(AVAILABLE RECORDS):
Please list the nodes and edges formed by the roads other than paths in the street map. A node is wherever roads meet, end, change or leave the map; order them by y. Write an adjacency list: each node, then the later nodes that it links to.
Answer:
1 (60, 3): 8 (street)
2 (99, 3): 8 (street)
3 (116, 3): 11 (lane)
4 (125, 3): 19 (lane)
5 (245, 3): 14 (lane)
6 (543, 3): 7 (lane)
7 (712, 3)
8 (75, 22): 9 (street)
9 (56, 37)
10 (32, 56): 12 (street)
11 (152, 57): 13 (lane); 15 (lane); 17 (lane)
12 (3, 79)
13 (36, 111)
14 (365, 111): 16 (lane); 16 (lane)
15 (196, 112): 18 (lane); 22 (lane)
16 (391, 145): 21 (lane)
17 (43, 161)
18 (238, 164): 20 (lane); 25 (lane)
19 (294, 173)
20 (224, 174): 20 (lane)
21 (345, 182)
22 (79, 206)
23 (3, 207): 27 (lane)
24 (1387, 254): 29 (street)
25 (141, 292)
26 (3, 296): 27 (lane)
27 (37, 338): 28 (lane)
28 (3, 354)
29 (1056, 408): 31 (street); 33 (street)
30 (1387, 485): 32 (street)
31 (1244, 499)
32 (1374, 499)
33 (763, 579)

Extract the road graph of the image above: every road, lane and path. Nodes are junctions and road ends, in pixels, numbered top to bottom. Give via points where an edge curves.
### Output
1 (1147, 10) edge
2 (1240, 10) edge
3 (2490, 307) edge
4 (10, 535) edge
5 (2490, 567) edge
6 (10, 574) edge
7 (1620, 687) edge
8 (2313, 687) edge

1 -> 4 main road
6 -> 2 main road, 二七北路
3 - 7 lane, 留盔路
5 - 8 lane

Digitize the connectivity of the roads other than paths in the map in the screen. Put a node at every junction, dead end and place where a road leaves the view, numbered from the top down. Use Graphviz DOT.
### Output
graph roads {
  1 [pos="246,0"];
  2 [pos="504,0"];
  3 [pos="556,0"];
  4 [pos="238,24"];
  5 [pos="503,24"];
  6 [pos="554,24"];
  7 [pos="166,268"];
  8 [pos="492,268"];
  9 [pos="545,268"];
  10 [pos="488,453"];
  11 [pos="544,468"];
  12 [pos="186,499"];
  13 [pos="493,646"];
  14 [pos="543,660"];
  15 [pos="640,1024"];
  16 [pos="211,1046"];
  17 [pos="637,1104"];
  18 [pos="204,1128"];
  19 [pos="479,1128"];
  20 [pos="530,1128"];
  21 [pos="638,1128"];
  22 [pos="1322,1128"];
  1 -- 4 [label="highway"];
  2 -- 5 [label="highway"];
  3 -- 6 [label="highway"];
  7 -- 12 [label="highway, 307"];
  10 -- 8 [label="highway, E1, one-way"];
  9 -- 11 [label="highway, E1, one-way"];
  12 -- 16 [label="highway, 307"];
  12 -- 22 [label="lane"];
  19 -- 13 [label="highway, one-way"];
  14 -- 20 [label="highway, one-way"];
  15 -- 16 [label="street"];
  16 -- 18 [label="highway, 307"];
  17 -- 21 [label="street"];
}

(EXERCISE AIM): Go through the records and repeat each one exactly as written.

(EXERCISE RESULT):
Please list the nodes and edges formed by the roads other than paths in the street map. A node is wherever roads meet, end, change or leave the map; order them by y. Write an adjacency list: each node, then the later nodes that it links to.
Answer:
1 (60, 3): 8 (street)
2 (99, 3): 8 (street)
3 (116, 3): 11 (lane)
4 (125, 3): 19 (lane)
5 (245, 3): 14 (lane)
6 (543, 3): 7 (lane)
7 (712, 3)
8 (75, 22): 9 (street)
9 (56, 37)
10 (32, 56): 12 (street)
11 (152, 57): 13 (lane); 15 (lane); 17 (lane)
12 (3, 79)
13 (36, 111)
14 (365, 111): 16 (lane); 16 (lane)
15 (196, 112): 18 (lane); 22 (lane)
16 (391, 145): 21 (lane)
17 (43, 161)
18 (238, 164): 20 (lane); 25 (lane)
19 (294, 173)
20 (224, 174): 20 (lane)
21 (345, 182)
22 (79, 206)
23 (3, 207): 27 (lane)
24 (1387, 254): 29 (street)
25 (141, 292)
26 (3, 296): 27 (lane)
27 (37, 338): 28 (lane)
28 (3, 354)
29 (1056, 408): 31 (street); 33 (street)
30 (1387, 485): 32 (street)
31 (1244, 499)
32 (1374, 499)
33 (763, 579)

Extract the road graph of the image above: every road, lane and path. Nodes are junctions and road ends, in pixels, numbered top to bottom. Give via points where an edge curves.
### Output
1 (1147, 10) edge
2 (1240, 10) edge
3 (2490, 307) edge
4 (10, 535) edge
5 (2490, 567) edge
6 (10, 574) edge
7 (1620, 687) edge
8 (2313, 687) edge

1 -> 4 main road
6 -> 2 main road, 二七北路
3 - 7 lane, 留盔路
5 - 8 lane

Digitize the connectivity of the roads other than paths in the map in the screen. Put a node at every junction, dead end and place where a road leaves the view, numbered from the top down. Use Graphviz DOT.
### Output
graph roads {
  1 [pos="246,0"];
  2 [pos="504,0"];
  3 [pos="556,0"];
  4 [pos="238,24"];
  5 [pos="503,24"];
  6 [pos="554,24"];
  7 [pos="166,268"];
  8 [pos="492,268"];
  9 [pos="545,268"];
  10 [pos="488,453"];
  11 [pos="544,468"];
  12 [pos="186,499"];
  13 [pos="493,646"];
  14 [pos="543,660"];
  15 [pos="640,1024"];
  16 [pos="211,1046"];
  17 [pos="637,1104"];
  18 [pos="204,1128"];
  19 [pos="479,1128"];
  20 [pos="530,1128"];
  21 [pos="638,1128"];
  22 [pos="1322,1128"];
  1 -- 4 [label="highway"];
  2 -- 5 [label="highway"];
  3 -- 6 [label="highway"];
  7 -- 12 [label="highway, 307"];
  10 -- 8 [label="highway, E1, one-way"];
  9 -- 11 [label="highway, E1, one-way"];
  12 -- 16 [label="highway, 307"];
  12 -- 22 [label="lane"];
  19 -- 13 [label="highway, one-way"];
  14 -- 20 [label="highway, one-way"];
  15 -- 16 [label="street"];
  16 -- 18 [label="highway, 307"];
  17 -- 21 [label="street"];
}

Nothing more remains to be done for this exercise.